§ Activity
Every record must be output verbatim in the reply.

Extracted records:
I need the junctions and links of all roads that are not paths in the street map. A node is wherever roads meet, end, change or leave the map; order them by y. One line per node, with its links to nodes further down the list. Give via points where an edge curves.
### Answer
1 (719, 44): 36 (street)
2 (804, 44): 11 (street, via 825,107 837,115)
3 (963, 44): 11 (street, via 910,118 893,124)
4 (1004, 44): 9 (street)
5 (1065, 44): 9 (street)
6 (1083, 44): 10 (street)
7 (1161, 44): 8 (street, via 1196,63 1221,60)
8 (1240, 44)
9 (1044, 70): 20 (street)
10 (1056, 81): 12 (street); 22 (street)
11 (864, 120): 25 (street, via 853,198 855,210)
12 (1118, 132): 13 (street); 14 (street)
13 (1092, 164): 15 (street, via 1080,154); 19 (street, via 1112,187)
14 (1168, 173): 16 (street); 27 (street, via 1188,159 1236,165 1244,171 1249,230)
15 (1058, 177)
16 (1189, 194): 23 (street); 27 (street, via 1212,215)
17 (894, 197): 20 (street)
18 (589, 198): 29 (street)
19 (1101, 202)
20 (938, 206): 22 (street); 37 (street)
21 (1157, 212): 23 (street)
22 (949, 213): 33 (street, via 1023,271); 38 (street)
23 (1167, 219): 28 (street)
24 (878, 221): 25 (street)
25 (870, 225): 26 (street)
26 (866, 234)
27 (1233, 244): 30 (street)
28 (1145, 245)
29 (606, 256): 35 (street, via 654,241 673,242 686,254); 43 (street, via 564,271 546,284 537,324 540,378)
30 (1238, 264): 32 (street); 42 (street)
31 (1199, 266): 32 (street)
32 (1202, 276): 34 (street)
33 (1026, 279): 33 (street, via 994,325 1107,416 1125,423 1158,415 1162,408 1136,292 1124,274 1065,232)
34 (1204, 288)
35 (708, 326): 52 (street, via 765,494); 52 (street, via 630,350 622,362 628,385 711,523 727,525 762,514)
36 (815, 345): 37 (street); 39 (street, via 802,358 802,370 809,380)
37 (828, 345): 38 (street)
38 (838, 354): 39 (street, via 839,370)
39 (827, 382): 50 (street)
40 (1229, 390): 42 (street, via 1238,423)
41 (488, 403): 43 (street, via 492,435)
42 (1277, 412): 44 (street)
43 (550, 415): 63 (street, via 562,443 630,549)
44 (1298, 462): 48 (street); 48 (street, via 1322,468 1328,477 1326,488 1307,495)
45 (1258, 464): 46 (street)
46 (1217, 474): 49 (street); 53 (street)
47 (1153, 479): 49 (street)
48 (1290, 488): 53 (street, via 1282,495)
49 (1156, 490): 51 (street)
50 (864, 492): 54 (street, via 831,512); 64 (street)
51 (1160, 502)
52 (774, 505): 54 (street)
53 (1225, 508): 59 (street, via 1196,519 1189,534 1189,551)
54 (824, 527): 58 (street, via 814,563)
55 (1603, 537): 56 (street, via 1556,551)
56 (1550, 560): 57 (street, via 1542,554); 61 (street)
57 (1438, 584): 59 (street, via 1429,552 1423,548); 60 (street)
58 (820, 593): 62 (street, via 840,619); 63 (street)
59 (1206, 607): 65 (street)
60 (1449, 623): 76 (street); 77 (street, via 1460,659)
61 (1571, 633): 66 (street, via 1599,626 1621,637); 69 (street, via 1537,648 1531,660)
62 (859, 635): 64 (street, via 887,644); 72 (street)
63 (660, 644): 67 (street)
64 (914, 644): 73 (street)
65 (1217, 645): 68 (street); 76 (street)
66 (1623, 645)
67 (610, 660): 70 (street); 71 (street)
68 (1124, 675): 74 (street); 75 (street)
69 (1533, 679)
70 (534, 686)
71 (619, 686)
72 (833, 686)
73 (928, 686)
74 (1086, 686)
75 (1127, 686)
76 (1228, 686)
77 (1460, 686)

§ Task solution
I need the junctions and links of all roads that are not paths in the street map. A node is wherever roads meet, end, change or leave the map; order them by y. One line per node, with its links to nodes further down the list. Give via points where an edge curves.
### Answer
1 (719, 44): 36 (street)
2 (804, 44): 11 (street, via 825,107 837,115)
3 (963, 44): 11 (street, via 910,118 893,124)
4 (1004, 44): 9 (street)
5 (1065, 44): 9 (street)
6 (1083, 44): 10 (street)
7 (1161, 44): 8 (street, via 1196,63 1221,60)
8 (1240, 44)
9 (1044, 70): 20 (street)
10 (1056, 81): 12 (street); 22 (street)
11 (864, 120): 25 (street, via 853,198 855,210)
12 (1118, 132): 13 (street); 14 (street)
13 (1092, 164): 15 (street, via 1080,154); 19 (street, via 1112,187)
14 (1168, 173): 16 (street); 27 (street, via 1188,159 1236,165 1244,171 1249,230)
15 (1058, 177)
16 (1189, 194): 23 (street); 27 (street, via 1212,215)
17 (894, 197): 20 (street)
18 (589, 198): 29 (street)
19 (1101, 202)
20 (938, 206): 22 (street); 37 (street)
21 (1157, 212): 23 (street)
22 (949, 213): 33 (street, via 1023,271); 38 (street)
23 (1167, 219): 28 (street)
24 (878, 221): 25 (street)
25 (870, 225): 26 (street)
26 (866, 234)
27 (1233, 244): 30 (street)
28 (1145, 245)
29 (606, 256): 35 (street, via 654,241 673,242 686,254); 43 (street, via 564,271 546,284 537,324 540,378)
30 (1238, 264): 32 (street); 42 (street)
31 (1199, 266): 32 (street)
32 (1202, 276): 34 (street)
33 (1026, 279): 33 (street, via 994,325 1107,416 1125,423 1158,415 1162,408 1136,292 1124,274 1065,232)
34 (1204, 288)
35 (708, 326): 52 (street, via 765,494); 52 (street, via 630,350 622,362 628,385 711,523 727,525 762,514)
36 (815, 345): 37 (street); 39 (street, via 802,358 802,370 809,380)
37 (828, 345): 38 (street)
38 (838, 354): 39 (street, via 839,370)
39 (827, 382): 50 (street)
40 (1229, 390): 42 (street, via 1238,423)
41 (488, 403): 43 (street, via 492,435)
42 (1277, 412): 44 (street)
43 (550, 415): 63 (street, via 562,443 630,549)
44 (1298, 462): 48 (street); 48 (street, via 1322,468 1328,477 1326,488 1307,495)
45 (1258, 464): 46 (street)
46 (1217, 474): 49 (street); 53 (street)
47 (1153, 479): 49 (street)
48 (1290, 488): 53 (street, via 1282,495)
49 (1156, 490): 51 (street)
50 (864, 492): 54 (street, via 831,512); 64 (street)
51 (1160, 502)
52 (774, 505): 54 (street)
53 (1225, 508): 59 (street, via 1196,519 1189,534 1189,551)
54 (824, 527): 58 (street, via 814,563)
55 (1603, 537): 56 (street, via 1556,551)
56 (1550, 560): 57 (street, via 1542,554); 61 (street)
57 (1438, 584): 59 (street, via 1429,552 1423,548); 60 (street)
58 (820, 593): 62 (street, via 840,619); 63 (street)
59 (1206, 607): 65 (street)
60 (1449, 623): 76 (street); 77 (street, via 1460,659)
61 (1571, 633): 66 (street, via 1599,626 1621,637); 69 (street, via 1537,648 1531,660)
62 (859, 635): 64 (street, via 887,644); 72 (street)
63 (660, 644): 67 (street)
64 (914, 644): 73 (street)
65 (1217, 645): 68 (street); 76 (street)
66 (1623, 645)
67 (610, 660): 70 (street); 71 (street)
68 (1124, 675): 74 (street); 75 (street)
69 (1533, 679)
70 (534, 686)
71 (619, 686)
72 (833, 686)
73 (928, 686)
74 (1086, 686)
75 (1127, 686)
76 (1228, 686)
77 (1460, 686)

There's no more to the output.